The trade-offs are real, so stop pretending otherwise

Local models aren’t frontier models. A 7B parameter model running on your laptop isn’t going to match GPT-4 on complex reasoning tasks. That’s fine. You aren’t using it for production quality – you’re using it for development velocity.

Where local models genuinely fall short:

  • Multi-step reasoning. They lose the thread.
  • Long context windows. Most local models tap out well before 128k tokens.
  • Consistent formatting. They drift more on structured output tasks.
  • Nuanced instruction following. Subtle prompt changes sometimes get ignored.

If your development workflow requires frontier-quality responses at every step, local models aren’t for you. But honestly, most development workflows don’t. You need a model that’s good enough to validate your integration logic, and local models clear that bar easily.

My actual setup

I keep it simple. Ollama for the runtime, a 7B model as default, and an environment variable to swap between local and remote.

func getLLMConfig() LLMConfig {
	if os.Getenv("USE_LOCAL_LLM") == "true" {
		return LLMConfig{
			BaseURL: "http://localhost:11434",
			Model:   "mistral",
		}
	}
	return LLMConfig{
		BaseURL: os.Getenv("LLM_API_URL"),
		Model:   os.Getenv("LLM_MODEL"),
	}
}

That’s it. The rest of the application doesn’t care which model it’s talking to. The interface is the same, the error handling is the same, the retry logic is the same. When I want to validate quality against the real model, I flip the variable and run my eval suite.

The workflow that actually works

  1. Develop locally. Prompt changes, parsing logic, UI work, error handling. All against the local model.
  2. Eval against remote. Before merging, run the same test cases against the production model. Compare outputs.
  3. Ship with confidence. The integration is tested. The quality is validated. The bill is reasonable.

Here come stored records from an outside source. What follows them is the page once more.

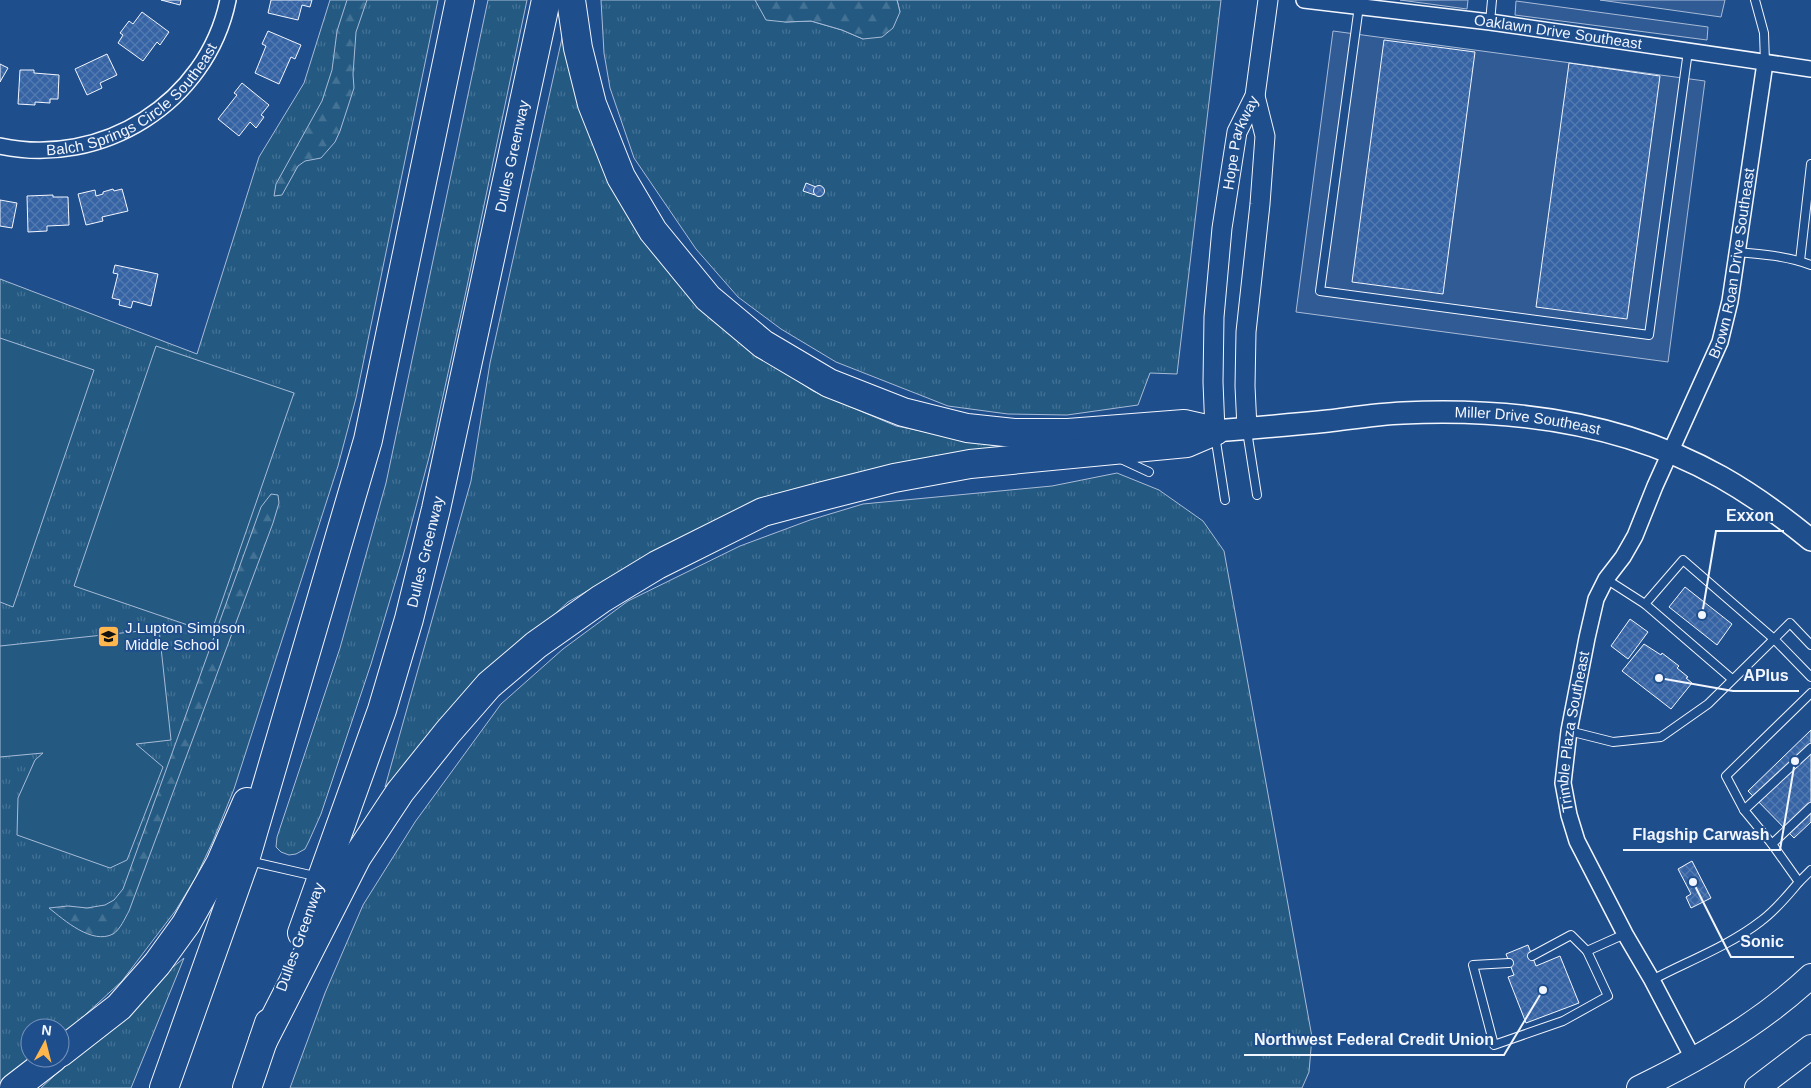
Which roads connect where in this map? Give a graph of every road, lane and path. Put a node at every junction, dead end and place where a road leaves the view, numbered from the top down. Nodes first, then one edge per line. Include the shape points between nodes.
1 (228, 0) edge
2 (460, 0) edge
3 (546, 0) edge
4 (571, 0) edge
5 (1268, 0) edge
6 (1304, 0) edge
7 (1492, 0) edge
8 (1755, 0) edge
9 (1359, 6) junction
10 (1490, 22) junction
11 (1688, 50) junction
12 (1765, 63) junction
13 (1811, 69) edge
14 (1255, 96) junction
15 (0, 146) edge
16 (1811, 164) edge
17 (1736, 252) junction
18 (1800, 261) junction
19 (1811, 265) edge
20 (1247, 428) junction
21 (1215, 431) junction
22 (1092, 452) junction
23 (1671, 454) junction
24 (1149, 472) dead end
25 (1257, 495) dead end
26 (1224, 500) dead end
27 (1811, 540) edge
28 (1606, 579) junction
29 (1645, 604) junction
30 (1774, 639) junction
31 (1811, 645) edge
32 (1811, 678) edge
33 (1732, 679) junction
34 (297, 686) junction
35 (1811, 693) edge
36 (1569, 731) junction
37 (1811, 748) edge
38 (1811, 807) edge
39 (1744, 810) junction
40 (1772, 844) junction
41 (245, 860) junction
42 (1811, 870) edge
43 (322, 878) junction
44 (1799, 882) junction
45 (1625, 934) junction
46 (1586, 951) junction
47 (1532, 956) dead end
48 (1509, 963) dead end
49 (1811, 976) edge
50 (1652, 980) junction
51 (263, 1041) junction
52 (70, 1045) edge
53 (1811, 1047) edge
54 (1694, 1060) junction
55 (40, 1068) edge
56 (14, 1088) edge
57 (164, 1088) edge
58 (247, 1088) edge
59 (1640, 1088) edge
60 (1757, 1088) edge

1 - 15 street, Balch Springs Circle Southeast via 218,34 195,74 165,106 141,123 118,135 65,149 38,151
2 - 34 highway via 368,440
3 - 43 highway, Dulles Greenway via 424,558 382,710
4 - 21 highway via 578,48 592,104 621,177 654,231 708,298 763,344 829,384 903,412 967,428 1014,433 1068,433 1184,424
5 - 14 street
6 - 9 street, Oaklawn Drive Southeast
7 - 10 lane
8 - 12 lane via 1764,34
9 - 10 street, Oaklawn Drive Southeast
9 - 11 lane via 1320,291 1649,335
10 - 11 street, Oaklawn Drive Southeast
11 - 12 street, Oaklawn Drive Southeast
12 - 13 street, Oaklawn Drive Southeast
12 - 17 street, Brown Roan Drive Southeast
14 - 20 street, Hope Parkway via 1265,136 1246,332
14 - 21 street, Hope Parkway via 1237,132 1221,233 1214,317
16 - 18 lane
17 - 18 lane
17 - 23 street, Brown Roan Drive Southeast via 1730,301 1720,342
18 - 19 lane
20 - 21 main road, Miller Drive Southeast
20 - 23 main road, Miller Drive Southeast via 1400,413 1516,415 1622,435
20 - 25 lane, Hope Parkway
21 - 22 highway via 1187,443
21 - 26 lane, Hope Parkway
22 - 24 lane via 1114,456
22 - 51 highway via 970,464 894,478 763,512 657,565 601,599 536,645 490,685 400,792 357,857
23 - 27 main road, Miller Drive Southeast via 1720,476 1786,519
23 - 28 street, Trimble Plaza Southeast via 1635,536 1624,557
28 - 29 lane
28 - 36 street, Trimble Plaza Southeast via 1596,600 1586,638
29 - 30 lane via 1682,560
29 - 33 lane
30 - 31 lane via 1790,623
30 - 32 lane
30 - 33 lane
33 - 36 lane via 1708,704 1661,737 1613,742
34 - 41 highway
34 - 52 highway via 220,864 186,924 157,964 119,1007
35 - 39 lane via 1726,776
36 - 45 street, Trimble Plaza Southeast via 1563,784 1569,814 1577,841
37 - 39 lane
38 - 40 lane
39 - 40 lane
40 - 44 lane
41 - 43 lane
41 - 57 highway
42 - 44 lane
43 - 51 highway, Dulles Greenway
44 - 50 lane via 1781,903 1736,938
45 - 46 lane
45 - 50 street, Trimble Plaza Southeast
46 - 47 lane via 1571,935
46 - 48 lane via 1608,996 1563,1021 1494,1045 1473,965
49 - 54 main road via 1751,1024
50 - 54 street, Trimble Plaza Southeast
51 - 58 highway, Dulles Greenway
53 - 60 main road
54 - 59 main road
55 - 56 highway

The key insight: your development model and your production model don’t need to be the same. They need to share the same interface.

When to skip local entirely

Be honest about the cases where local doesn’t help:

  • You’re doing few-shot prompt engineering where response quality is the variable you’re testing.
  • Your feature depends on capabilities only frontier models have (vision, very long context, tool use with complex chains).
  • You’re evaluating model-specific behavior like safety responses or refusal patterns.

In those cases, just use the API. The point isn’t religious purity about local inference. The point isn’t burning money on API calls when a local model would have told you the same thing.

Stop overthinking it

Install Ollama. Pull a model. Point your dev config at localhost. You will iterate faster, spend less, and keep sensitive data on your own machine. When you need the real thing, it’s one environment variable away.

This isn’t complicated. It’s just discipline.